*** Opening DATA FOR THIS TASK ***

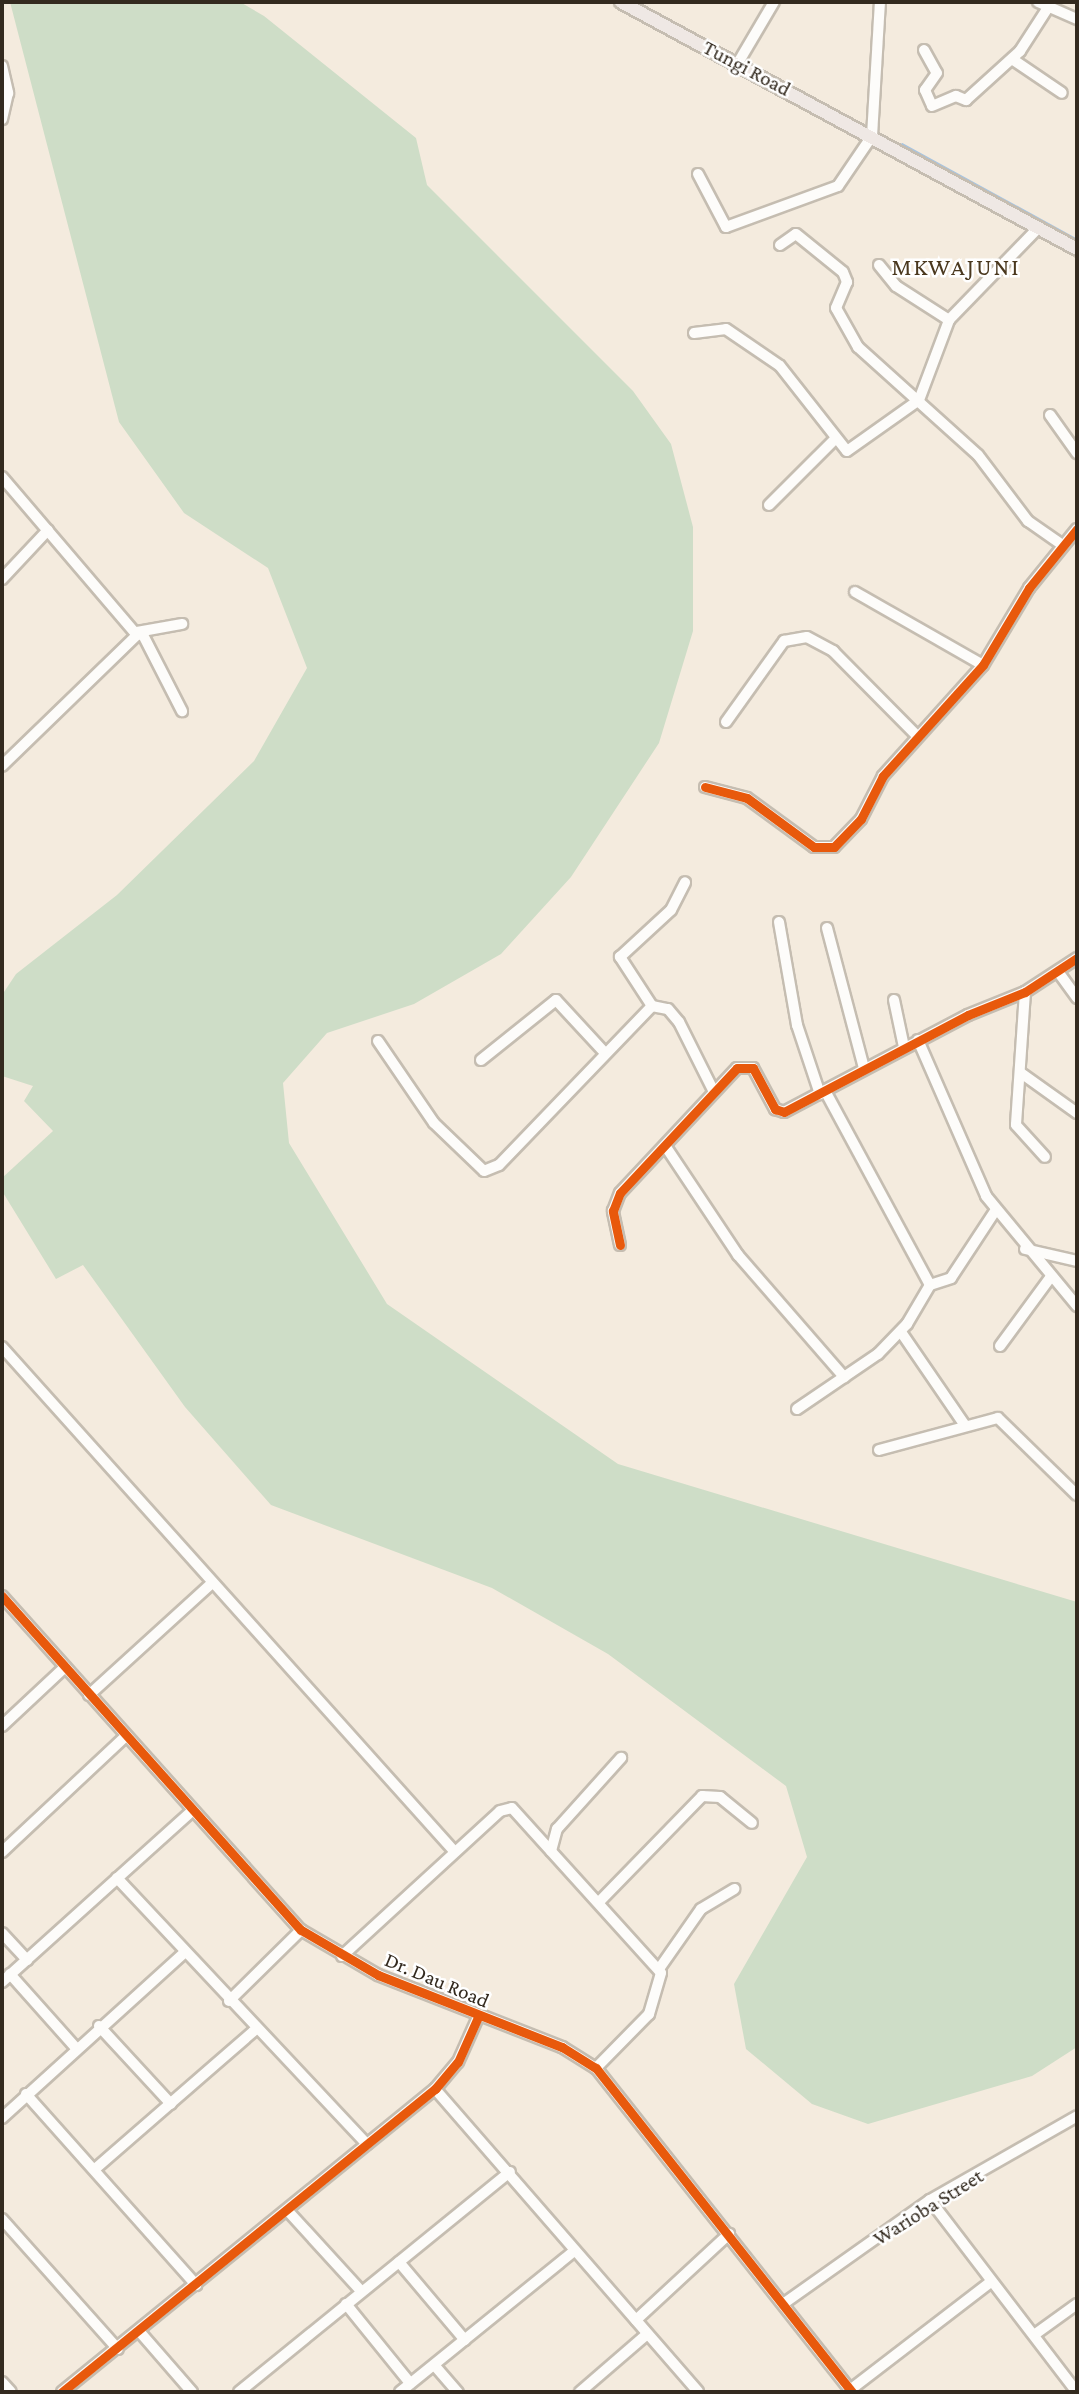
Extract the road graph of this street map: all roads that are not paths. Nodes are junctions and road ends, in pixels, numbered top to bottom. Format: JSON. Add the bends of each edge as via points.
{"nodes":[{"id":1,"x":621,"y":2,"type":"edge"},
{"id":2,"x":774,"y":2,"type":"edge"},
{"id":3,"x":880,"y":2,"type":"edge"},
{"id":4,"x":1038,"y":2,"type":"edge"},
{"id":5,"x":1049,"y":6,"type":"junction"},
{"id":6,"x":1077,"y":19,"type":"edge"},
{"id":7,"x":924,"y":50,"type":"dead end"},
{"id":8,"x":1012,"y":59,"type":"junction"},
{"id":9,"x":738,"y":63,"type":"junction"},
{"id":10,"x":2,"y":66,"type":"edge"},
{"id":11,"x":1062,"y":93,"type":"dead end"},
{"id":12,"x":2,"y":119,"type":"edge"},
{"id":13,"x":872,"y":136,"type":"junction"},
{"id":14,"x":698,"y":174,"type":"dead end"},
{"id":15,"x":1038,"y":228,"type":"junction"},
{"id":16,"x":780,"y":245,"type":"dead end"},
{"id":17,"x":1077,"y":249,"type":"edge"},
{"id":18,"x":879,"y":265,"type":"dead end"},
{"id":19,"x":949,"y":320,"type":"junction"},
{"id":20,"x":694,"y":333,"type":"dead end"},
{"id":21,"x":919,"y":400,"type":"junction"},
{"id":22,"x":1050,"y":415,"type":"dead end"},
{"id":23,"x":834,"y":440,"type":"junction"},
{"id":24,"x":1077,"y":453,"type":"edge"},
{"id":25,"x":2,"y":477,"type":"edge"},
{"id":26,"x":769,"y":505,"type":"dead end"},
{"id":27,"x":48,"y":530,"type":"junction"},
{"id":28,"x":1075,"y":535,"type":"edge"},
{"id":29,"x":1061,"y":544,"type":"junction"},
{"id":30,"x":2,"y":579,"type":"edge"},
{"id":31,"x":855,"y":592,"type":"dead end"},
{"id":32,"x":183,"y":624,"type":"dead end"},
{"id":33,"x":139,"y":633,"type":"junction"},
{"id":34,"x":983,"y":665,"type":"junction"},
{"id":35,"x":182,"y":711,"type":"dead end"},
{"id":36,"x":726,"y":722,"type":"dead end"},
{"id":37,"x":917,"y":736,"type":"junction"},
{"id":38,"x":2,"y":766,"type":"edge"},
{"id":39,"x":705,"y":787,"type":"dead end"},
{"id":40,"x":685,"y":882,"type":"dead end"},
{"id":41,"x":779,"y":922,"type":"dead end"},
{"id":42,"x":827,"y":928,"type":"dead end"},
{"id":43,"x":1077,"y":958,"type":"edge"},
{"id":44,"x":1059,"y":973,"type":"junction"},
{"id":45,"x":1026,"y":992,"type":"junction"},
{"id":46,"x":1077,"y":998,"type":"edge"},
{"id":47,"x":894,"y":1000,"type":"dead end"},
{"id":48,"x":652,"y":1006,"type":"junction"},
{"id":49,"x":918,"y":1040,"type":"junction"},
{"id":50,"x":378,"y":1041,"type":"dead end"},
{"id":51,"x":904,"y":1047,"type":"junction"},
{"id":52,"x":605,"y":1053,"type":"junction"},
{"id":53,"x":481,"y":1060,"type":"dead end"},
{"id":54,"x":864,"y":1068,"type":"junction"},
{"id":55,"x":1021,"y":1073,"type":"junction"},
{"id":56,"x":714,"y":1092,"type":"junction"},
{"id":57,"x":822,"y":1092,"type":"junction"},
{"id":58,"x":1077,"y":1114,"type":"edge"},
{"id":59,"x":666,"y":1147,"type":"junction"},
{"id":60,"x":1045,"y":1157,"type":"dead end"},
{"id":61,"x":995,"y":1211,"type":"junction"},
{"id":62,"x":620,"y":1245,"type":"dead end"},
{"id":63,"x":1024,"y":1249,"type":"junction"},
{"id":64,"x":1077,"y":1261,"type":"edge"},
{"id":65,"x":1050,"y":1278,"type":"junction"},
{"id":66,"x":930,"y":1285,"type":"junction"},
{"id":67,"x":1077,"y":1306,"type":"edge"},
{"id":68,"x":901,"y":1332,"type":"junction"},
{"id":69,"x":1000,"y":1346,"type":"dead end"},
{"id":70,"x":2,"y":1347,"type":"edge"},
{"id":71,"x":844,"y":1377,"type":"junction"},
{"id":72,"x":797,"y":1409,"type":"dead end"},
{"id":73,"x":964,"y":1423,"type":"junction"},
{"id":74,"x":879,"y":1450,"type":"dead end"},
{"id":75,"x":1077,"y":1495,"type":"edge"},
{"id":76,"x":212,"y":1583,"type":"junction"},
{"id":77,"x":2,"y":1596,"type":"edge"},
{"id":78,"x":65,"y":1667,"type":"junction"},
{"id":79,"x":89,"y":1695,"type":"junction"},
{"id":80,"x":2,"y":1726,"type":"edge"},
{"id":81,"x":125,"y":1737,"type":"junction"},
{"id":82,"x":621,"y":1758,"type":"dead end"},
{"id":83,"x":190,"y":1812,"type":"junction"},
{"id":84,"x":752,"y":1823,"type":"dead end"},
{"id":85,"x":551,"y":1851,"type":"junction"},
{"id":86,"x":2,"y":1852,"type":"edge"},
{"id":87,"x":455,"y":1852,"type":"junction"},
{"id":88,"x":117,"y":1878,"type":"junction"},
{"id":89,"x":734,"y":1889,"type":"dead end"},
{"id":90,"x":599,"y":1902,"type":"junction"},
{"id":91,"x":302,"y":1930,"type":"junction"},
{"id":92,"x":2,"y":1933,"type":"edge"},
{"id":93,"x":184,"y":1953,"type":"junction"},
{"id":94,"x":342,"y":1956,"type":"junction"},
{"id":95,"x":27,"y":1960,"type":"junction"},
{"id":96,"x":659,"y":1969,"type":"junction"},
{"id":97,"x":10,"y":1974,"type":"junction"},
{"id":98,"x":2,"y":1982,"type":"edge"},
{"id":99,"x":229,"y":2001,"type":"junction"},
{"id":100,"x":478,"y":2017,"type":"junction"},
{"id":101,"x":99,"y":2026,"type":"junction"},
{"id":102,"x":255,"y":2030,"type":"junction"},
{"id":103,"x":76,"y":2048,"type":"junction"},
{"id":104,"x":596,"y":2068,"type":"junction"},
{"id":105,"x":435,"y":2089,"type":"junction"},
{"id":106,"x":26,"y":2094,"type":"junction"},
{"id":107,"x":171,"y":2104,"type":"junction"},
{"id":108,"x":1077,"y":2116,"type":"edge"},
{"id":109,"x":2,"y":2118,"type":"edge"},
{"id":110,"x":367,"y":2144,"type":"junction"},
{"id":111,"x":95,"y":2169,"type":"junction"},
{"id":112,"x":510,"y":2172,"type":"junction"},
{"id":113,"x":930,"y":2200,"type":"junction"},
{"id":114,"x":287,"y":2210,"type":"junction"},
{"id":115,"x":2,"y":2219,"type":"edge"},
{"id":116,"x":729,"y":2234,"type":"junction"},
{"id":117,"x":573,"y":2252,"type":"junction"},
{"id":118,"x":399,"y":2262,"type":"junction"},
{"id":119,"x":988,"y":2284,"type":"junction"},
{"id":120,"x":196,"y":2285,"type":"junction"},
{"id":121,"x":361,"y":2291,"type":"junction"},
{"id":122,"x":346,"y":2304,"type":"junction"},
{"id":123,"x":783,"y":2304,"type":"junction"},
{"id":124,"x":1077,"y":2304,"type":"edge"},
{"id":125,"x":636,"y":2320,"type":"junction"},
{"id":126,"x":139,"y":2331,"type":"junction"},
{"id":127,"x":646,"y":2335,"type":"junction"},
{"id":128,"x":1034,"y":2335,"type":"junction"},
{"id":129,"x":465,"y":2340,"type":"junction"},
{"id":130,"x":118,"y":2349,"type":"junction"},
{"id":131,"x":435,"y":2367,"type":"junction"},
{"id":132,"x":2,"y":2382,"type":"edge"},
{"id":133,"x":410,"y":2383,"type":"junction"},
{"id":134,"x":851,"y":2391,"type":"edge"},
{"id":135,"x":11,"y":2392,"type":"edge"},
{"id":136,"x":62,"y":2392,"type":"edge"},
{"id":137,"x":192,"y":2392,"type":"edge"},
{"id":138,"x":239,"y":2392,"type":"edge"},
{"id":139,"x":400,"y":2392,"type":"edge"},
{"id":140,"x":458,"y":2392,"type":"edge"},
{"id":141,"x":580,"y":2392,"type":"edge"},
{"id":142,"x":698,"y":2392,"type":"edge"},
{"id":143,"x":1077,"y":2392,"type":"edge"}],
"edges":[{"from":1,"to":9,"type":"main road","name":"Tungi Road"},
{"from":2,"to":9,"type":"street"},
{"from":3,"to":13,"type":"street"},
{"from":4,"to":5,"type":"street"},
{"from":5,"to":6,"type":"street"},
{"from":5,"to":8,"type":"street"},
{"from":7,"to":8,"type":"street","via":[[937,74],[925,90],[933,107],[956,96],[970,98]]},
{"from":8,"to":11,"type":"street"},
{"from":9,"to":13,"type":"main road","name":"Tungi Road"},
{"from":10,"to":12,"type":"street","via":[[8,93]]},
{"from":13,"to":14,"type":"street","via":[[838,186],[734,226],[721,226]]},
{"from":13,"to":15,"type":"main road","name":"Tungi Road"},
{"from":15,"to":17,"type":"main road","name":"Tungi Road"},
{"from":15,"to":19,"type":"street"},
{"from":16,"to":21,"type":"street","via":[[796,234],[843,272],[847,282],[836,308],[842,322],[866,358]]},
{"from":18,"to":19,"type":"street","via":[[887,278]]},
{"from":19,"to":21,"type":"street"},
{"from":20,"to":23,"type":"street","via":[[726,329],[780,366]]},
{"from":21,"to":23,"type":"street","via":[[850,450]]},
{"from":21,"to":29,"type":"street","via":[[978,455],[1028,521]]},
{"from":22,"to":24,"type":"street"},
{"from":23,"to":26,"type":"street"},
{"from":25,"to":27,"type":"street"},
{"from":27,"to":30,"type":"street"},
{"from":27,"to":33,"type":"street"},
{"from":28,"to":29,"type":"street"},
{"from":29,"to":34,"type":"street"},
{"from":31,"to":34,"type":"street"},
{"from":32,"to":33,"type":"street"},
{"from":33,"to":35,"type":"street"},
{"from":33,"to":38,"type":"street"},
{"from":34,"to":37,"type":"street"},
{"from":36,"to":37,"type":"street","via":[[784,641],[807,636],[833,651]]},
{"from":37,"to":39,"type":"street","via":[[871,793],[861,819],[824,850],[747,798]]},
{"from":40,"to":48,"type":"street","via":[[671,910],[620,957]]},
{"from":41,"to":57,"type":"street","via":[[797,1025]]},
{"from":42,"to":54,"type":"street"},
{"from":43,"to":44,"type":"street"},
{"from":44,"to":45,"type":"street"},
{"from":44,"to":46,"type":"street"},
{"from":45,"to":49,"type":"street"},
{"from":45,"to":55,"type":"street"},
{"from":47,"to":51,"type":"street"},
{"from":48,"to":52,"type":"street"},
{"from":48,"to":56,"type":"street","via":[[668,1009],[679,1022]]},
{"from":49,"to":51,"type":"street"},
{"from":49,"to":61,"type":"street"},
{"from":50,"to":52,"type":"street","via":[[434,1123],[484,1171],[499,1165]]},
{"from":51,"to":54,"type":"street"},
{"from":52,"to":53,"type":"street","via":[[556,1000]]},
{"from":54,"to":57,"type":"street"},
{"from":55,"to":58,"type":"street"},
{"from":55,"to":60,"type":"street","via":[[1016,1125]]},
{"from":56,"to":57,"type":"street","via":[[744,1064],[780,1112]]},
{"from":56,"to":59,"type":"street"},
{"from":57,"to":66,"type":"street"},
{"from":59,"to":62,"type":"street","via":[[615,1202]]},
{"from":59,"to":71,"type":"street","via":[[738,1255],[810,1331]]},
{"from":61,"to":63,"type":"street"},
{"from":61,"to":66,"type":"street","via":[[951,1278]]},
{"from":63,"to":64,"type":"street"},
{"from":63,"to":65,"type":"street"},
{"from":65,"to":67,"type":"street"},
{"from":65,"to":69,"type":"street"},
{"from":66,"to":68,"type":"street"},
{"from":68,"to":71,"type":"street"},
{"from":68,"to":73,"type":"street"},
{"from":70,"to":76,"type":"street"},
{"from":71,"to":72,"type":"street"},
{"from":73,"to":74,"type":"street"},
{"from":73,"to":75,"type":"street","via":[[986,1417],[1004,1422]]},
{"from":76,"to":79,"type":"street"},
{"from":76,"to":87,"type":"street"},
{"from":77,"to":78,"type":"street","name":"Dr. Dau Road"},
{"from":78,"to":79,"type":"street","name":"Dr. Dau Road"},
{"from":78,"to":80,"type":"street"},
{"from":79,"to":81,"type":"street","name":"Dr. Dau Road"},
{"from":81,"to":83,"type":"street","name":"Dr. Dau Road"},
{"from":81,"to":86,"type":"street"},
{"from":82,"to":85,"type":"street","via":[[557,1829]]},
{"from":83,"to":88,"type":"street"},
{"from":83,"to":91,"type":"street","name":"Dr. Dau Road"},
{"from":84,"to":90,"type":"street","via":[[720,1797],[702,1796]]},
{"from":85,"to":87,"type":"street","via":[[509,1807]]},
{"from":85,"to":90,"type":"street"},
{"from":87,"to":94,"type":"street"},
{"from":88,"to":93,"type":"street"},
{"from":88,"to":95,"type":"street"},
{"from":89,"to":96,"type":"street","via":[[701,1909]]},
{"from":90,"to":96,"type":"street"},
{"from":91,"to":94,"type":"street","name":"Dr. Dau Road"},
{"from":91,"to":99,"type":"street"},
{"from":92,"to":95,"type":"street"},
{"from":93,"to":99,"type":"street"},
{"from":93,"to":101,"type":"street"},
{"from":94,"to":100,"type":"street","name":"Dr. Dau Road"},
{"from":95,"to":97,"type":"street"},
{"from":96,"to":104,"type":"street","via":[[662,1986],[649,2014]]},
{"from":97,"to":98,"type":"street"},
{"from":97,"to":103,"type":"street"},
{"from":99,"to":102,"type":"street"},
{"from":100,"to":104,"type":"street","name":"Dr. Dau Road","via":[[562,2047]]},
{"from":100,"to":105,"type":"street","via":[[458,2062]]},
{"from":101,"to":103,"type":"street"},
{"from":101,"to":107,"type":"street"},
{"from":102,"to":107,"type":"street"},
{"from":102,"to":110,"type":"street"},
{"from":103,"to":106,"type":"street"},
{"from":104,"to":116,"type":"street","name":"Dr. Dau Road"},
{"from":105,"to":110,"type":"street"},
{"from":105,"to":112,"type":"street"},
{"from":106,"to":109,"type":"street"},
{"from":106,"to":111,"type":"street"},
{"from":107,"to":111,"type":"street"},
{"from":108,"to":113,"type":"street","name":"Warioba Street"},
{"from":110,"to":114,"type":"street"},
{"from":111,"to":120,"type":"street"},
{"from":112,"to":117,"type":"street"},
{"from":112,"to":118,"type":"street"},
{"from":113,"to":119,"type":"street"},
{"from":113,"to":123,"type":"street","name":"Warioba Street"},
{"from":114,"to":120,"type":"street"},
{"from":114,"to":121,"type":"street"},
{"from":115,"to":130,"type":"street"},
{"from":116,"to":123,"type":"street","name":"Dr. Dau Road"},
{"from":116,"to":125,"type":"street"},
{"from":117,"to":125,"type":"street"},
{"from":117,"to":129,"type":"street"},
{"from":118,"to":121,"type":"street"},
{"from":118,"to":129,"type":"street"},
{"from":119,"to":128,"type":"street"},
{"from":119,"to":134,"type":"street"},
{"from":120,"to":126,"type":"street"},
{"from":121,"to":122,"type":"street"},
{"from":122,"to":133,"type":"street"},
{"from":122,"to":138,"type":"street"},
{"from":123,"to":134,"type":"street","name":"Dr. Dau Road"},
{"from":124,"to":128,"type":"street"},
{"from":125,"to":127,"type":"street"},
{"from":126,"to":130,"type":"street"},
{"from":126,"to":137,"type":"street"},
{"from":127,"to":141,"type":"street"},
{"from":127,"to":142,"type":"street"},
{"from":128,"to":143,"type":"street"},
{"from":129,"to":131,"type":"street"},
{"from":130,"to":136,"type":"street"},
{"from":131,"to":133,"type":"street"},
{"from":131,"to":140,"type":"street"},
{"from":132,"to":135,"type":"street"},
{"from":133,"to":139,"type":"street"}]}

*** Closing DATA FOR THIS TASK ***

#### EXERCISE AIM:
Check each line of the entries above for the string "Tungi", and return those that contain it.

#### ANSWER SPACE:
"edges":[{"from":1,"to":9,"type":"main road","name":"Tungi Road"},
{"from":9,"to":13,"type":"main road","name":"Tungi Road"},
{"from":13,"to":15,"type":"main road","name":"Tungi Road"},
{"from":15,"to":17,"type":"main road","name":"Tungi Road"},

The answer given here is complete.